EXERCISE DESCRIPTION:
Consider the entries below. Count the lines holding the string "Eliezer" and state the number only.
**** DATA SECTION
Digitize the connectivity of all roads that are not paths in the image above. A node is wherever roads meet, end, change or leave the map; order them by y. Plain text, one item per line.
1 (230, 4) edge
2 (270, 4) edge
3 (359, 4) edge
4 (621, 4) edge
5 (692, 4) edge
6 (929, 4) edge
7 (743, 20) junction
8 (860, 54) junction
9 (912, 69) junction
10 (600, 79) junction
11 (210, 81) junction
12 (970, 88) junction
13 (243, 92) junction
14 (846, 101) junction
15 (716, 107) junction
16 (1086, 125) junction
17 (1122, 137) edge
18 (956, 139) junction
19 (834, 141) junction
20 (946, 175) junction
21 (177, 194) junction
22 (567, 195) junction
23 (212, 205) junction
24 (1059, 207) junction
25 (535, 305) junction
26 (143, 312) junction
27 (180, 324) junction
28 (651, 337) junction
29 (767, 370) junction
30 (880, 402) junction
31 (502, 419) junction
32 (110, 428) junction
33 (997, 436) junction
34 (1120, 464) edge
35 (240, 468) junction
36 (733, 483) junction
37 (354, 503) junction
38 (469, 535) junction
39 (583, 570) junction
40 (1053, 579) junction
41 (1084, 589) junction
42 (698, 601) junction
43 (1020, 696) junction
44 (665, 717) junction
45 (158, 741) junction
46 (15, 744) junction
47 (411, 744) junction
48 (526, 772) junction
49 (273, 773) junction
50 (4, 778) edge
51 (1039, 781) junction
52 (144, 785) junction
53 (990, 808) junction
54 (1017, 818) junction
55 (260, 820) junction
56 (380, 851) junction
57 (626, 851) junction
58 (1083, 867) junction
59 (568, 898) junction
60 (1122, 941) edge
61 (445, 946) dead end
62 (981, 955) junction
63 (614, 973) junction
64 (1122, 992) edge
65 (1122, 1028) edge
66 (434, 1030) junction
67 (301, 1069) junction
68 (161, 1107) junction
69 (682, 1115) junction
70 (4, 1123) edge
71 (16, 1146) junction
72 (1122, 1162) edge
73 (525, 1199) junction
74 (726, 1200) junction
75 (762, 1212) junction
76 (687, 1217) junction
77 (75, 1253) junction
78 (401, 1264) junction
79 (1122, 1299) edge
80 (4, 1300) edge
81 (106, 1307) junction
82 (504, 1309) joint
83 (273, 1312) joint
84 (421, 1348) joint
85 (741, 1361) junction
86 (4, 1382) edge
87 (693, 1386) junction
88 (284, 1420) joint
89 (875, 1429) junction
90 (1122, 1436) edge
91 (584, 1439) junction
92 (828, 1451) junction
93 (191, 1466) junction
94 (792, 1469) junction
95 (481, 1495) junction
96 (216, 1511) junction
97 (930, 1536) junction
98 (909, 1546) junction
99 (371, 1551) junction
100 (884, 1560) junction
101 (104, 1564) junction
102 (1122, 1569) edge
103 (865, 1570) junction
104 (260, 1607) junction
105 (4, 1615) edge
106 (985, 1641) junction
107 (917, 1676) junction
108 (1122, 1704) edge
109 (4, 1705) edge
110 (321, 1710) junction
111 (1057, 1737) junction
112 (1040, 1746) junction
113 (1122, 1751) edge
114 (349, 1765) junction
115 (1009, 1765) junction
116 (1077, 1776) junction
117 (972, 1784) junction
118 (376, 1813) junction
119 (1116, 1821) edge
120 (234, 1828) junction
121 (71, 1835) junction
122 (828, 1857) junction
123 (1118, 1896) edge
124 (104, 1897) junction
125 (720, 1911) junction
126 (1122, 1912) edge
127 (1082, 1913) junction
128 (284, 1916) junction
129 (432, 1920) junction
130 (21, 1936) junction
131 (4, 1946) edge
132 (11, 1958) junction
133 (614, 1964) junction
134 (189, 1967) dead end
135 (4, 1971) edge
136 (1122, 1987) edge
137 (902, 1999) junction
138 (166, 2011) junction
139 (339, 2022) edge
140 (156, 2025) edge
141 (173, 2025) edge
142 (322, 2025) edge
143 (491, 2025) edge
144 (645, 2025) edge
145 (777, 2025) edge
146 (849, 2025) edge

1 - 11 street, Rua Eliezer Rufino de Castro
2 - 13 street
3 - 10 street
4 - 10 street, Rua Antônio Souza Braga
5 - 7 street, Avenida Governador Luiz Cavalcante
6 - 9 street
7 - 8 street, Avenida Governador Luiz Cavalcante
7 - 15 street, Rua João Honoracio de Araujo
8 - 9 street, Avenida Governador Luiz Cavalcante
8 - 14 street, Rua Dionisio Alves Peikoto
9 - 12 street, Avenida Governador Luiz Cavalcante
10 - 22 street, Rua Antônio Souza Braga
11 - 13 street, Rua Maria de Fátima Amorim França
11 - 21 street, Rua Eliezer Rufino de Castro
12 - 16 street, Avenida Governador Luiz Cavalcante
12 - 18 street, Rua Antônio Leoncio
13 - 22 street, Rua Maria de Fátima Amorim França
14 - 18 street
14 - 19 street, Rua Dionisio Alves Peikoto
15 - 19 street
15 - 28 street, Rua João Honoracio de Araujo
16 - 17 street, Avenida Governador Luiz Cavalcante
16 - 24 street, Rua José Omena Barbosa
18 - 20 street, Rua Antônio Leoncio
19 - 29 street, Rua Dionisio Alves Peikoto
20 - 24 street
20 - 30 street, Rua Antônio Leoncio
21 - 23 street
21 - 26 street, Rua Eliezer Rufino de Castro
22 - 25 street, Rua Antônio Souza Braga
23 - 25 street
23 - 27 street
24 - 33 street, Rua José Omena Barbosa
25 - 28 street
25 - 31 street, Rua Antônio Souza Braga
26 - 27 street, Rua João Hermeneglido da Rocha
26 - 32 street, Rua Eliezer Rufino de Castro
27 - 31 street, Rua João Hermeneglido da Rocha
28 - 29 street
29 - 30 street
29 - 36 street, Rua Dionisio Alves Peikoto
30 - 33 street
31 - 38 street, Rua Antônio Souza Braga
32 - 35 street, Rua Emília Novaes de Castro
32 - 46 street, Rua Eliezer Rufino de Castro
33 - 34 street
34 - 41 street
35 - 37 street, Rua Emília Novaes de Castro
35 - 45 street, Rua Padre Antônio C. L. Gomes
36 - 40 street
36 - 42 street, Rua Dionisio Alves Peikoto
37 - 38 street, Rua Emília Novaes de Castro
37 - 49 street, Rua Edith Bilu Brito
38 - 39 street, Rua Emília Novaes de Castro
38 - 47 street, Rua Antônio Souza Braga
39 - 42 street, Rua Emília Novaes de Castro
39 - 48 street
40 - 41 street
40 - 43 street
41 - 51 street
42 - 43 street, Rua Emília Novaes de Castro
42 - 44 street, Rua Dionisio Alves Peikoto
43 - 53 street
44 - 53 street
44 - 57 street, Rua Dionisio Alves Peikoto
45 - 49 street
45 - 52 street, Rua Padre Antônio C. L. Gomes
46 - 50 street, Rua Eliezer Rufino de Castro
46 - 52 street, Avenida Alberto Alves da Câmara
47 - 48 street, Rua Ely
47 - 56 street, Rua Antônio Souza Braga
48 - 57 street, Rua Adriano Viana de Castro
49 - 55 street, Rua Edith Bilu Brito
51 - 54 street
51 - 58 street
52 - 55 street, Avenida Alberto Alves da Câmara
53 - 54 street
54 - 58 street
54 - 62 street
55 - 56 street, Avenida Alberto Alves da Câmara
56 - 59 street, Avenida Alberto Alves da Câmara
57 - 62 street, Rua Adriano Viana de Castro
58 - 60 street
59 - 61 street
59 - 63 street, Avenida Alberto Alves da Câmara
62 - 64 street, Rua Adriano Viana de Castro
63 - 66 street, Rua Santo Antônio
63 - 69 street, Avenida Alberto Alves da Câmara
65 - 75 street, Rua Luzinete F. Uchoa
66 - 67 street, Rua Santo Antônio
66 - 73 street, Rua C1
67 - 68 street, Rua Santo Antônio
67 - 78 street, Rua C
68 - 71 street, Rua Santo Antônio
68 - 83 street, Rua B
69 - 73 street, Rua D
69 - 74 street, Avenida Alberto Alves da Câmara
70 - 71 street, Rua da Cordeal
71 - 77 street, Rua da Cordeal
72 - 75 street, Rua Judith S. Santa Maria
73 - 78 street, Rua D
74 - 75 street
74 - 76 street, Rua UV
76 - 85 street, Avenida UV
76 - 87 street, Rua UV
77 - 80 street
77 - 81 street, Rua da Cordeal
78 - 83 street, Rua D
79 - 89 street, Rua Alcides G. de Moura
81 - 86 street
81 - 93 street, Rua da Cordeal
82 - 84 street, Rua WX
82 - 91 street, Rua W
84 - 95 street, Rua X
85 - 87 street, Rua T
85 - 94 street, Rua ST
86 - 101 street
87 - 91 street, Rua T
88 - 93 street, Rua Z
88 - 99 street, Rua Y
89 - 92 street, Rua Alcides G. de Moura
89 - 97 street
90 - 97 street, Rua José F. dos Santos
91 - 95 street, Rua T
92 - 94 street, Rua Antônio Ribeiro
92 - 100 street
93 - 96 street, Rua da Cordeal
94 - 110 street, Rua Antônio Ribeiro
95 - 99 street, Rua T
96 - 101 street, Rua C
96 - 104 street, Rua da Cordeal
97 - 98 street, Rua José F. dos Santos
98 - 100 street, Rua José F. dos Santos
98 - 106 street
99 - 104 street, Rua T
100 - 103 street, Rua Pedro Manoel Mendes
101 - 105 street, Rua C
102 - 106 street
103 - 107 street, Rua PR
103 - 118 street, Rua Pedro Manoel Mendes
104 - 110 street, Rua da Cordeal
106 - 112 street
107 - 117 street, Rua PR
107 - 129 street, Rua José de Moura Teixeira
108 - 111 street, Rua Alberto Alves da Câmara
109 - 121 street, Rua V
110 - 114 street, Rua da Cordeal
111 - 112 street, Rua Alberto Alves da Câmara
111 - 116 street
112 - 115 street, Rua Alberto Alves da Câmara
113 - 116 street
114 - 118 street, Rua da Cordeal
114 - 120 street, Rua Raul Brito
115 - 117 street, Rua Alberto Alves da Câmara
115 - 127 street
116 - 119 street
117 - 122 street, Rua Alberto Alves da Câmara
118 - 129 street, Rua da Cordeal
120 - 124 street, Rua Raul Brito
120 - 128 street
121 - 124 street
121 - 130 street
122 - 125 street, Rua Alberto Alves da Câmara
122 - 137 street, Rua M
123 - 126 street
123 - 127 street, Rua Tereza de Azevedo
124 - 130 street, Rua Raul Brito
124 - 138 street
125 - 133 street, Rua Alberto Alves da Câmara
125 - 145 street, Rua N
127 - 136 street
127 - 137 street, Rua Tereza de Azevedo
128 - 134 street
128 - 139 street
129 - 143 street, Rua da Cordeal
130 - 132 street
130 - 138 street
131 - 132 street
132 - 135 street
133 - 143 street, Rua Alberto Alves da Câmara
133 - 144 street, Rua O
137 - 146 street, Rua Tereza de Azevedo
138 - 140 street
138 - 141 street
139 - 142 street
********
TASK SOLUTION:
6